◆ What to do
List each line of the data that holds the string "name", please.

** Opening Entries provided block **

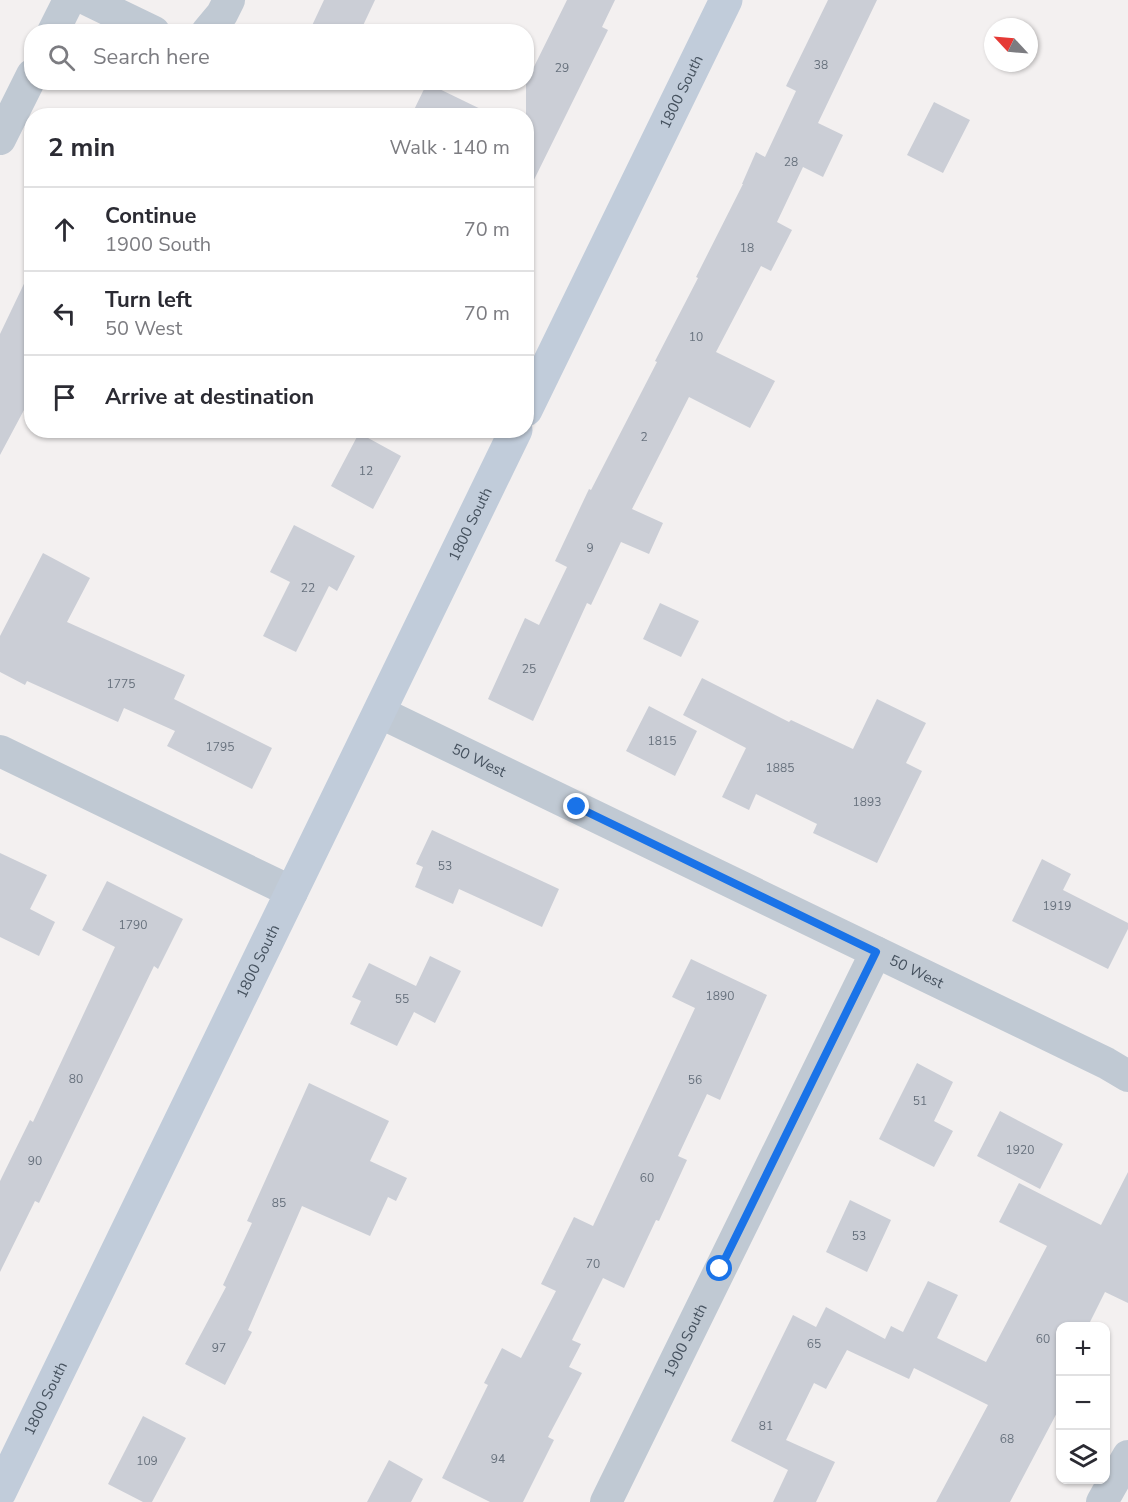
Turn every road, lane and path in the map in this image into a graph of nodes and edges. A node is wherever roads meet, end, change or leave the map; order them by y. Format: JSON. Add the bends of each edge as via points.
{"nodes":[{"id":1,"x":69,"y":0,"type":"edge"},
{"id":2,"x":88,"y":0,"type":"edge"},
{"id":3,"x":229,"y":0,"type":"edge"},
{"id":4,"x":726,"y":0,"type":"edge"},
{"id":5,"x":57,"y":24,"type":"edge"},
{"id":6,"x":138,"y":24,"type":"edge"},
{"id":7,"x":214,"y":24,"type":"edge"},
{"id":8,"x":24,"y":90,"type":"edge"},
{"id":9,"x":0,"y":139,"type":"edge"},
{"id":10,"x":534,"y":394,"type":"edge"},
{"id":11,"x":512,"y":438,"type":"edge"},
{"id":12,"x":379,"y":712,"type":"junction"},
{"id":13,"x":0,"y":751,"type":"edge"},
{"id":14,"x":292,"y":892,"type":"junction"},
{"id":15,"x":876,"y":952,"type":"junction"},
{"id":16,"x":1128,"y":1076,"type":"edge"},
{"id":17,"x":1128,"y":1456,"type":"edge"},
{"id":18,"x":0,"y":1492,"type":"edge"},
{"id":19,"x":606,"y":1502,"type":"edge"},
{"id":20,"x":1102,"y":1502,"type":"edge"}],
"edges":[{"from":1,"to":5,"type":"street"},
{"from":2,"to":6,"type":"street"},
{"from":3,"to":7,"type":"street"},
{"from":4,"to":10,"type":"street","name":"1800 South"},
{"from":8,"to":9,"type":"street"},
{"from":11,"to":12,"type":"street","name":"1800 South"},
{"from":12,"to":14,"type":"street","name":"1800 South"},
{"from":12,"to":15,"type":"street","name":"50 West"},
{"from":13,"to":14,"type":"street"},
{"from":14,"to":18,"type":"street","name":"1800 South"},
{"from":15,"to":16,"type":"street","name":"50 West"},
{"from":15,"to":19,"type":"street","name":"1900 South"},
{"from":17,"to":20,"type":"street"}]}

** Closing Entries provided block **

◆ Expected answer
{"from":4,"to":10,"type":"street","name":"1800 South"},
{"from":11,"to":12,"type":"street","name":"1800 South"},
{"from":12,"to":14,"type":"street","name":"1800 South"},
{"from":12,"to":15,"type":"street","name":"50 West"},
{"from":14,"to":18,"type":"street","name":"1800 South"},
{"from":15,"to":16,"type":"street","name":"50 West"},
{"from":15,"to":19,"type":"street","name":"1900 South"},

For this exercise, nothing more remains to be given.